To Reproduce This test passes
it("correctly encodes and decodes datagrams", () => {
const data = new Uint8Array([7, 0, 0, 0, 75, 86, 83, 116, 111, 114, 101]);
const dgram1: IRpcDatagram = {
discriminator: RpcResponseOk.discriminator,
value: {
header: {id: 1},
data,
}
};
// this is the current state at runtime
// {"discriminator":2,"value":{"header":{"id":1},"data":{"0":7,"1":0,"2":0,"3":0,"4":75,"5":86,"6":83,"7":116,"8":111,"9":114,"10":101}}}
// 17,0,0,0,2,1,0,11,0,0,0,7,0,0,0,75,86,83,116,111,114,101
const raw = RpcDatagram.encode(dgram1);
const dgram2 = RpcDatagram.decode(raw);
expect(dgram2.discriminator).toBe(RpcResponseOk.discriminator);
if (dgram2.discriminator == RpcResponseOk.discriminator)
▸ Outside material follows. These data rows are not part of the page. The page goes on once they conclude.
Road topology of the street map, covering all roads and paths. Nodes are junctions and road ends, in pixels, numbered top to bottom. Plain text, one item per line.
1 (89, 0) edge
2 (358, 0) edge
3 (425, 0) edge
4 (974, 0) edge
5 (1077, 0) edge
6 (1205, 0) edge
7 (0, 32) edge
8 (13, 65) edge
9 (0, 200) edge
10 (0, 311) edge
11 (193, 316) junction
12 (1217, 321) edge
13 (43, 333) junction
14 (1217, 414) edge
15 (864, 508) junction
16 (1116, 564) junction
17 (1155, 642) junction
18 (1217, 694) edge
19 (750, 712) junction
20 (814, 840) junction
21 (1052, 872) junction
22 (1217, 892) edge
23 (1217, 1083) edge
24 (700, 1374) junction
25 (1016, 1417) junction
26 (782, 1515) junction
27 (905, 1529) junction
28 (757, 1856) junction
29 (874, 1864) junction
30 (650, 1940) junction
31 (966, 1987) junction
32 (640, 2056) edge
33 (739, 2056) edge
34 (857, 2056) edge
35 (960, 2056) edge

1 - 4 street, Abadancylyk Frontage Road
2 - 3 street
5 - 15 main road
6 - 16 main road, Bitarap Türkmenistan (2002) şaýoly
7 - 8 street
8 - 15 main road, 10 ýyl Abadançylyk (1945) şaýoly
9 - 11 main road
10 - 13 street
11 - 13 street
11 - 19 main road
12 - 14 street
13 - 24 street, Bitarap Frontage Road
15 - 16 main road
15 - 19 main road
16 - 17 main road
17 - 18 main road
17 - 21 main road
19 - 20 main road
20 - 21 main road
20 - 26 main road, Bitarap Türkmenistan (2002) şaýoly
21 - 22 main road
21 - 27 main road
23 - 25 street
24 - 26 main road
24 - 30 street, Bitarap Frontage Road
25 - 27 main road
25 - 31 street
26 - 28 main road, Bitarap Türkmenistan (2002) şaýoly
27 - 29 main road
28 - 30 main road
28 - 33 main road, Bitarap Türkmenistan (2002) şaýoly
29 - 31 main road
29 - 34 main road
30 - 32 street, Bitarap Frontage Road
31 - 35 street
expect(dgram2.value.data).toEqual(data)
expect(dgram2).toEqual(dgram1);
expect(dgram2).not.toBe(dgram1);
})
And this test fails
it("correctly encodes and decodes datagrams and data", () => {
const name1: I_HelloServiceNameReturn = {value: "KVStore"};
// this line would fix it
// const data = new Uint8Array(_HelloServiceNameReturn.encode(name1));
const data = _HelloServiceNameReturn.encode(name1);
expect(data).toEqual(new Uint8Array([7, 0, 0, 0, 75, 86, 83, 116, 111, 114, 101]));
const dgram1: IRpcDatagram = {
discriminator: RpcResponseOk.discriminator,
value: {
header: { id: 1 },
data
}
};
// this is the current state at runtime
// {"discriminator":2,"value":{"header":{"id":1},"data":{"0":7,"1":0,"2":0,"3":0,"4":75,"5":86,"6":83,"7":116,"8":111,"9":114,"10":101}}}
// 17,0,0,0,2,1,0,11,0,0,0,7,0,0,0,2,1,0,11,0,0,0
// As you can see the buffer ^ is not the same as when we used our own buffer even though we confirmed the data was the same
const raw = RpcDatagram.encode(dgram1);
const dgram2 = RpcDatagram.decode(raw);
expect(dgram2.discriminator).toBe(RpcResponseOk.discriminator);
if (dgram2.discriminator == RpcResponseOk.discriminator) {
expect(dgram2.value.data).toEqual(data); // <-- Fails on this line
const name3 = _HelloServiceNameReturn.decode(dgram2.value.data);
expect(name3).toEqual(name1);
}
expect(dgram2).toEqual(dgram1);
expect(dgram2).not.toBe(dgram1);
})
Basically just use the serialized data from one type as a byte[]
value for another and serialize and then weird things happen.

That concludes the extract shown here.